The New EU Environmental Policy

13 Dec 2012

On November 29, the European Commission has published the long awaited proposal for a successor to the 6thEnvironmental Action Programme (EAP) that expired in July 2012.

Environment Action Programmes have guided the development of EU environmental policy since the early 1970s. The 7th EAP needs now to be approved by the Council and European Parliament and will then provide the overarching framework for environmental policy to 2020.

Slow Food welcomes the Commission’s effort to set the environmental policies of the EU respecting the planet’s ecological limits, as emphasized by the proposal’s title itself ‘Living well, within the limits of our planet’. Slow Food also appreciates the focus on energy use and its environmental impacts, and the priority given to the protection of the EU’s natural capital by halting the loss of biodiversity and the degradation of ecosystems.
Also to be appreciated is the acknowledgement of the need to significantly reduce food waste, in line with the Rio+20 outcome, and we hope that this determination will materialize in calling 2014 the “European year against food waste”, as the European Parliament wished. Another substantial point is the will to enhance the implementation of EU environmental rules by member states (a recognized weakness of the previous EAPs).
At large it’s surely a positive element the aknowledgement of how individual changes can contribute to environmental outcomes and how by changing patterns of consumption and production we can decrease pressure on natural resources.

Still, Slow Food regrets that once again a general framework approach on food is missing, and is worried by the lack of specific targets which undermines the chance to actually monitor progress.
Besides that, the delay in presenting the proposal by the European Commission made it impossible for it to be taken into consideration in the ongoing debate on European budget 2014-2020.

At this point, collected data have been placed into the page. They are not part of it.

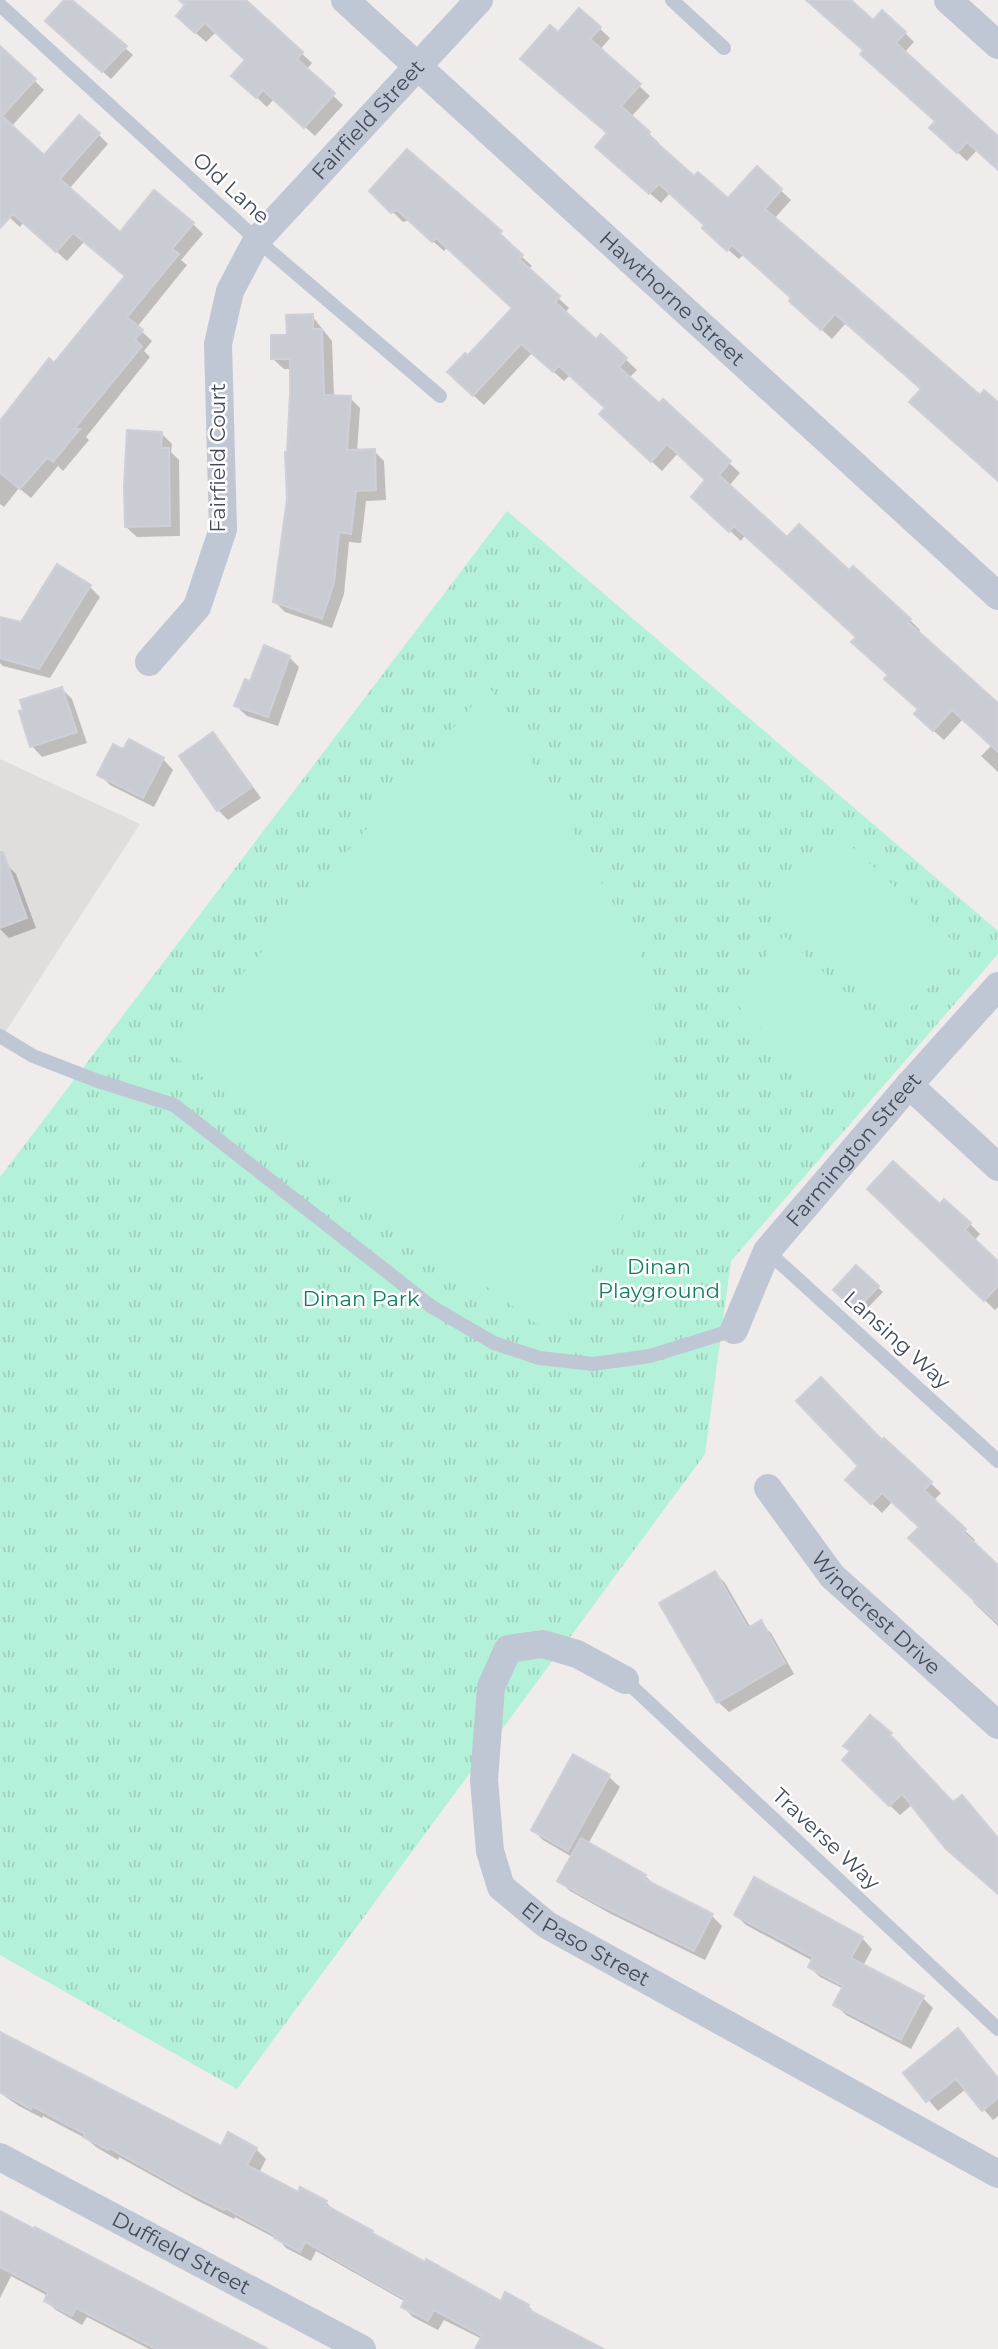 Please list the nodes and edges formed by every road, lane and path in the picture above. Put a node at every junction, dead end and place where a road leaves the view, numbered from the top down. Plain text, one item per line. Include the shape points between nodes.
1 (345, 0) edge
2 (479, 0) edge
3 (672, 0) edge
4 (948, 0) edge
5 (0, 5) edge
6 (998, 45) edge
7 (724, 48) dead end
8 (418, 67) junction
9 (257, 240) junction
10 (440, 396) dead end
11 (998, 596) edge
12 (149, 662) dead end
13 (998, 986) edge
14 (0, 1036) edge
15 (909, 1085) junction
16 (998, 1167) edge
17 (767, 1251) junction
18 (734, 1330) joint
19 (998, 1461) edge
20 (768, 1488) dead end
21 (625, 1680) joint
22 (998, 1725) edge
23 (998, 2029) edge
24 (0, 2157) edge
25 (998, 2174) edge
26 (362, 2349) edge

1 - 8 street, Hawthorne Street
2 - 8 street, Fairfield Street
3 - 7 lane
4 - 6 street
5 - 9 lane, Old Lane
8 - 9 street, Fairfield Street
8 - 11 street, Hawthorne Street
9 - 10 lane, Old Lane
9 - 12 street, Fairfield Court via 230,290 218,344 223,529 197,607
13 - 15 street, Farmington Street
14 - 18 lane via 99,1082 174,1105 432,1307 494,1343 539,1358 593,1364 650,1356
15 - 16 street
15 - 17 street, Farmington Street
17 - 18 street, Farmington Street
17 - 19 lane, Lansing Way
20 - 22 street, Windcrest Drive via 832,1576
21 - 23 lane, Traverse Way
21 - 25 street, El Paso Street via 577,1654 542,1644 508,1649 491,1687 484,1780 490,1851 501,1887 547,1925
24 - 26 street, Duffield Street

At a time when Europe’s political leaders are focussing on the latest economic crisis and the rapidly accelerating breakdown of ecosystems is pushed well down the agenda, a strong 7th EAP is needed to provide a way forward out of the economic crisis which is environmentally sustainable. Slow Food urges the European Commission to set goals so that the 7th EAP won’t be a missed opportunity, but a real guide for the EU’s actions aimed at protecting, preserving and enhancing the natural capital for the next 7 years and further.